The Supreme Court also properly denied the separate cross motion of the defendant City School District of New Rochelle (hereinafter the school district) for summary judgment dismissing the first four causes of action insofar as asserted against it since it failed to submit evidence sufficient to establish, prima facie, its entitlement to judgment as a matter of law with respect to whether it failed to properly maintain the asphalt parking lot on which the infant plaintiff was injured during the touch football game. A landowner has a general duty to maintain its property in a “ ‘reasonably safe condition in view of all the circumstances, including the likelihood of injury to others, the seriousness of the injury, and the burden of avoiding the risk’ ” (Basso v. Miller, 40 N.Y.2d 233, 241, 386 N.Y.S.2d 564, 352 N.E.2d 868, quoting Smith v. Arbaugh's Rest., Inc., 469 F.2d 97, 100 [D.C.Cir.], cert. denied412 U.S. 939, 93 S.Ct. 2774, 37 L.Ed.2d 399; see Preston v. State of New York, 59 N.Y.2d 997, 998, 466 N.Y.S.2d 952, 453 N.E.2d 1241). Contrary to the school district's contention, the transcript of the deposition testimony submitted by the school district established that the school district knew that the City employed the asphalt parking lot for the camp operated by the City, that the school district knew of the sand condition present on its parking lot, and that, in fact, the school district undertook efforts to remedy the sand condition since it understood that the sand condition could present a safety issue for the children. Where a landowner has actual knowledge of a recurrent dangerous condition in a specific area, it may be charged with constructive notice of each specific recurrence of it ( see Brown v. Linden Plaza Hous. Co., Inc., 36 A.D.3d 742, 829 N.Y.S.2d 571; Erikson v. J.I.B. Realty Corp., 12 A.D.3d 344, 783 N.Y.S.2d 661; Chin v. Harp Mktg., 232 A.D.2d 601, 648 N.Y.S.2d 697; see generally McLaughlan v. Waldbaums Inc., 237 A.D.2d 335, 654 N.Y.S.2d 406). Since the school district failed to meet its initial burden as the movant, we need not review the sufficiency of the plaintiffs' opposition papers ( see Winegrad v. New York Univ. Med. Ctr., 64 N.Y.2d 851, 487 N.Y.S.2d 316, 476 N.E.2d 642).

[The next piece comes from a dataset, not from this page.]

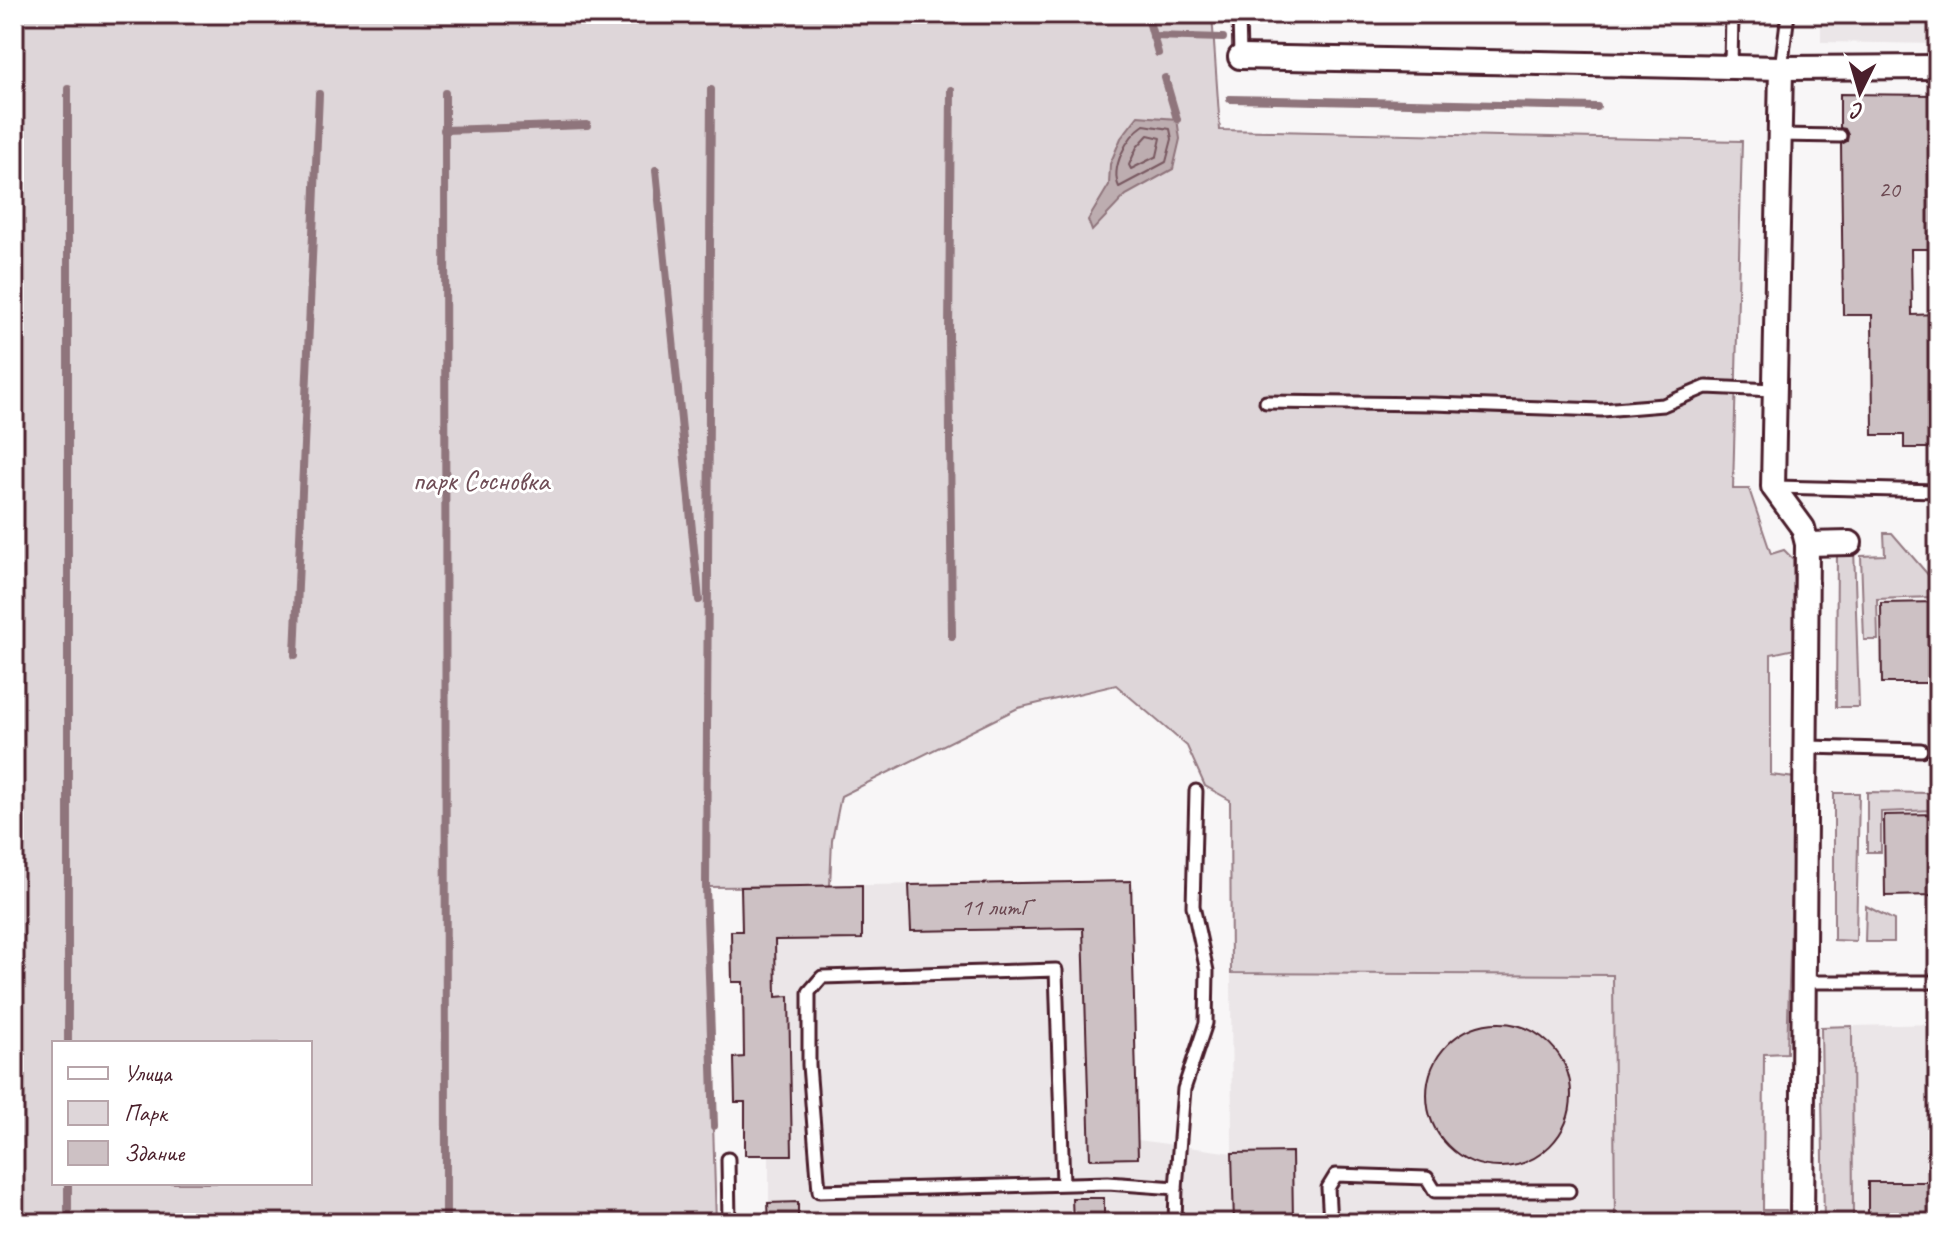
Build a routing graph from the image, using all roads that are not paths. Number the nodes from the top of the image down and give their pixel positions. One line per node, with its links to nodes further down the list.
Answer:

The plaintiffs' contention that the Supreme Court improperly denied their motion to strike the affirmative defense of assumption of risk from the defendants' respective answers is not properly before this Court since the plaintiffs failed to appeal or cross appeal from the order ( see Servais v. Silk Nail Corp., 96 A.D.3d 546, 946 N.Y.S.2d 568; Young v. Abbott & Mills, Inc., 82 A.D.3d 1218, 1219, 919 N.Y.S.2d 395; Matter of Coscette v. Town of Wallkill, 18 A.D.3d 657, 795 N.Y.S.2d 628).